Dr. Opas stated that due to people’s movement, persons living in urban regions have a larger chance of contracting dengue than those living in isolated places.
“Following the end of the Covid-19 pandemic, people are now travelling more from one location to another.” As a result, individuals are more susceptible to contracting the disease.
“We want to raise awareness, and people should see a doctor right away if they suspect they have dengue symptoms.” We can save lives through screening and early detection,” he stated.
He went on to state that the dengue fever vaccine is still in its early stages and that further research is needed before widespread adoption can be contemplated.
“Our academic team is studying the case, and we don’t want to jump to conclusions too quickly.” “Any decision must be based on academic support rather than social pressure,” he stated.
Meanwhile, Dr. Chantana Pudungtod, director of the DDC’s Vector Borne Disease Division, stated that the current number of infections is 2.7 times greater than the same period last year.
According to her, the North is the most infected region, followed by the Central Plains and surges in the South and Northeast. The youngest patient was a one-month-old baby, while the oldest was 76 years old. The mortality rate is 0.11%.
Dengue Fever and the Aedes Aegypti Mosquito
Dengue fever is a viral disease caused by the dengue virus, which is transmitted to humans through the bites of infected mosquitoes, primarily the Aedes aegypti mosquito. It is a common mosquito-borne illness that affects millions of people worldwide, particularly in tropical and subtropical regions.
Symptoms of dengue fever typically appear 4 to 7 days after the mosquito bite and can last for up to 10 days. They can vary from mild to severe and may include:
1. High fever
2. Severe headache, often behind the eyes
3. Joint and muscle pain
4. Rash (usually appearing after a few days)
5. Fatigue and weakness
6. Nausea and vomiting
7. Mild bleeding, such as nosebleeds or bleeding gums
In some cases, dengue fever can progress to a more severe form known as dengue hemorrhagic fever (DHF) or dengue shock syndrome (DSS). These conditions can be life-threatening and require immediate medical attention. Warning signs of severe dengue may include severe abdominal pain, persistent vomiting, bleeding, restlessness, and difficulty breathing.
Currently, there is no specific treatment for dengue fever. Supportive care, such as rest, fluids, and fever-reducing medications like acetaminophen, is typically recommended. It is important to avoid non-steroidal anti-inflammatory drugs (NSAIDs), such as aspirin or ibuprofen, as they can increase the risk of bleeding.
Preventing dengue involves controlling mosquito populations and minimizing mosquito bites. This can be done by:
1. Eliminating standing water where mosquitoes breed, such as in containers, flower pots, or discarded tires.
2. Using mosquito repellents containing DEET on exposed skin.
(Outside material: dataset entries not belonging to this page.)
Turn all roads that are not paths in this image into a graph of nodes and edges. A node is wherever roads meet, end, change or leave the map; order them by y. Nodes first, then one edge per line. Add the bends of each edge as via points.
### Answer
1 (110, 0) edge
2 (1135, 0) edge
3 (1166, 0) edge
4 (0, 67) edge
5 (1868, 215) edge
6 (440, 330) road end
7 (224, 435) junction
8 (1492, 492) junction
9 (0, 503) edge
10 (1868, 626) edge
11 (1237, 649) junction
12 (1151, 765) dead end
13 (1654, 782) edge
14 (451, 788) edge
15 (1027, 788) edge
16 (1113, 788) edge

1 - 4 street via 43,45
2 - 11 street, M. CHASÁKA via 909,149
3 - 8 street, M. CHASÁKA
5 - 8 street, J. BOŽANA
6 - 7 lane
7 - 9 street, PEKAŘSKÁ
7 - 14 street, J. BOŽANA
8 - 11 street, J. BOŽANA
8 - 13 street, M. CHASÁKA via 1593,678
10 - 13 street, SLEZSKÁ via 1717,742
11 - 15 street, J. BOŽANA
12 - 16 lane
3. Wearing protective clothing, such as long sleeves and pants, especially during peak mosquito activity times.
4. Installing screens on doors and windows or using bed nets to prevent mosquitoes from entering living areas.
5. Utilizing insecticides and larvicides to control mosquito populations in areas at high risk.
Vaccines for dengue fever have been developed, but their availability and usage may vary depending on the region. It is advisable to consult with healthcare professionals or local health authorities for the most up-to-date information on dengue prevention and vaccination in your area.